Impact of Grain Boundaries on The Electrical Characteristics and Breakdown Behavior of Polycrystalline Silicon Pin Diodes: A Simulation Study

Abstract

In this paper, we present a comprehensive two-dimensional simulation program designed to model the intricate electrical characteristics of reverse-biased lateral polysilicon PIN diodes. Our methodology involves the numerical resolution of a system of partial differential equations, specifically Poisson's equation and the continuity equations for both electrons and holes, incorporating the significant effects of impact ionization.

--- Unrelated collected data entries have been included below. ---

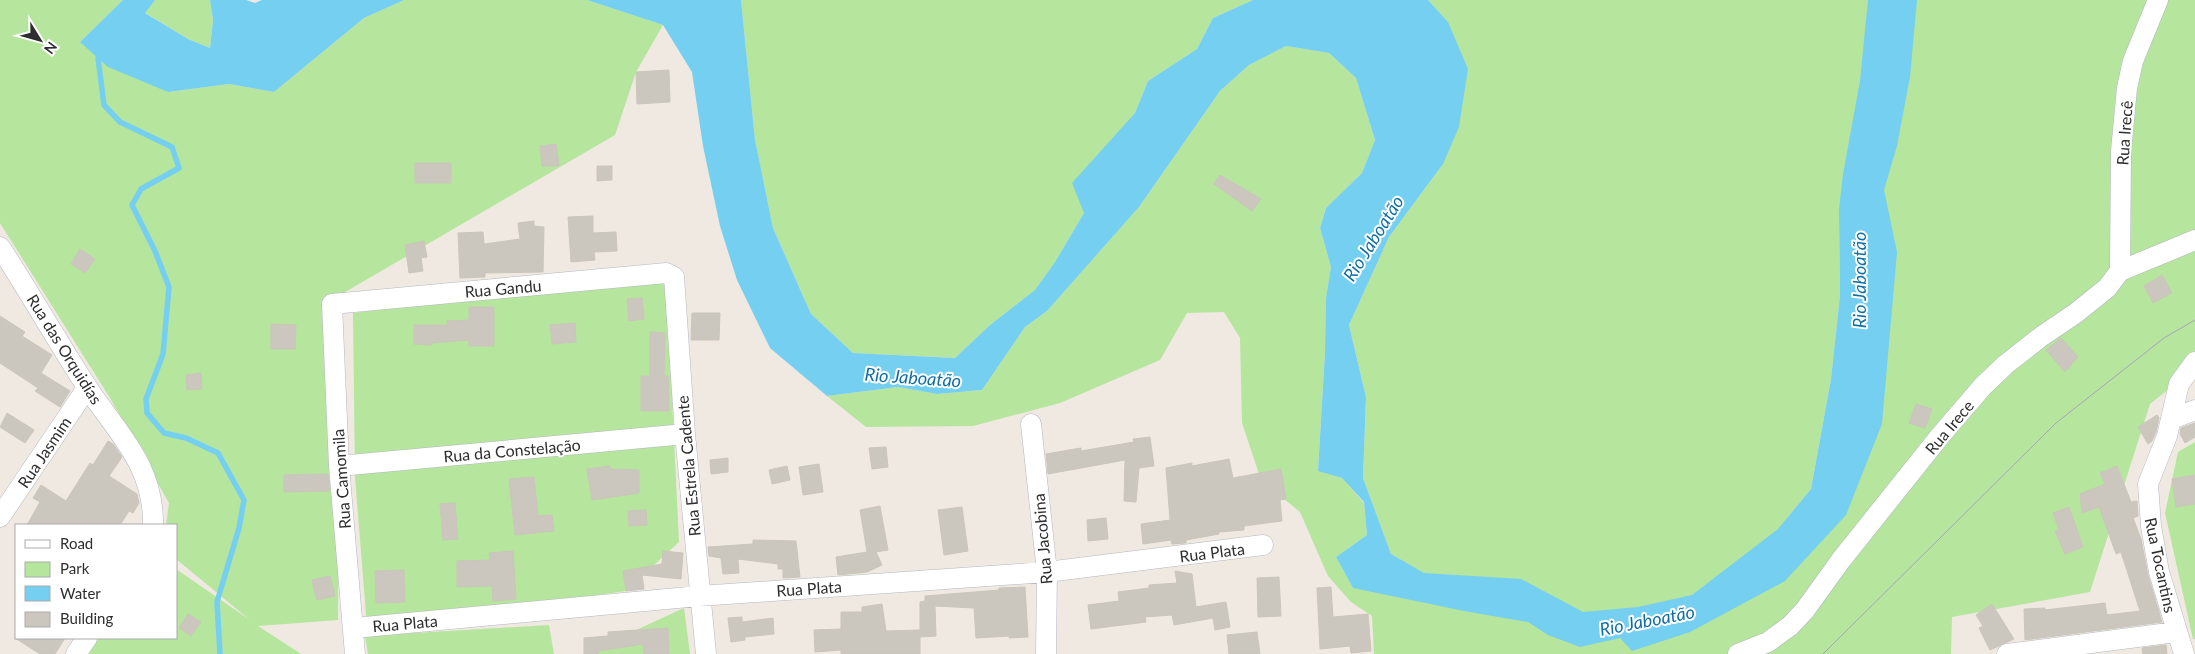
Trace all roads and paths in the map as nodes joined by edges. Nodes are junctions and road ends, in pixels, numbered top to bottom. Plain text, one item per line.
1 (2158, 0) edge
2 (2195, 240) edge
3 (2, 258) edge
4 (2120, 271) junction
5 (674, 277) joint
6 (332, 304) joint
7 (2195, 362) edge
8 (87, 388) junction
9 (2195, 410) edge
10 (2172, 419) junction
11 (1031, 424) dead end
12 (685, 434) junction
13 (339, 466) junction
14 (0, 517) edge
15 (153, 524) edge
16 (1263, 545) dead end
17 (1047, 572) junction
18 (700, 596) junction
19 (354, 628) junction
20 (2176, 632) junction
21 (86, 639) edge
22 (76, 654) edge
23 (355, 654) edge
24 (706, 654) edge
25 (1046, 654) edge
26 (1738, 654) edge
27 (2008, 654) edge
28 (2184, 654) edge

1 - 4 street, Rua Irecê
2 - 4 street, Rua Irece
3 - 8 street, Rua das Orquidías
4 - 26 street, Rua Irece
5 - 6 street, Rua Gandu
5 - 12 street, Rua Estrela Cadente
6 - 13 street, Rua Camomila
7 - 10 street, Rua Tocantins
8 - 14 street, Rua Jasmim
8 - 15 street, Rua das Orquidías
9 - 10 street
10 - 20 street, Rua Tocantins
11 - 17 street, Rua Jacobina
12 - 13 street, Rua da Constelação
12 - 18 street, Rua Estrela Cadente
13 - 19 street, Rua Camomila
16 - 17 street, Rua Plata
17 - 18 street, Rua Plata
17 - 25 street, Rua Jacobina
18 - 19 street, Rua Plata
18 - 24 street, Rua Estrela Cadente
19 - 23 street, Rua Camomila
20 - 27 street
20 - 28 street, Rua Tocantins
21 - 22 street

By employing this simulation approach, we are able to accurately derive the current-voltage (I-V) characteristics of the reverse-biased structure, including detailed analyses of breakdown phenomena.

The geometrical model employed in our study assumes that the polysilicon layer is composed of a sequence of crystallites with well-defined mean grain sizes. These crystallites are separated by lateral grain boundaries that run parallel to the metallurgical junction, influencing the overall electrical behavior of the diode. Our simulation results provide critical insights into the impact of these grain boundaries on the diode's performance, highlighting the role of trapping centers and their effect on the electric field distribution and carrier dynamics within the device.

Furthermore, this study discusses the implications of our findings for the design and optimization of polysilicon-based electronic components, suggesting potential improvements in device fabrication and performance. The comprehensive analysis presented in this paper not only enhances the understanding of polysilicon PIN diodes but also contributes to the broader field of semiconductor device engineering.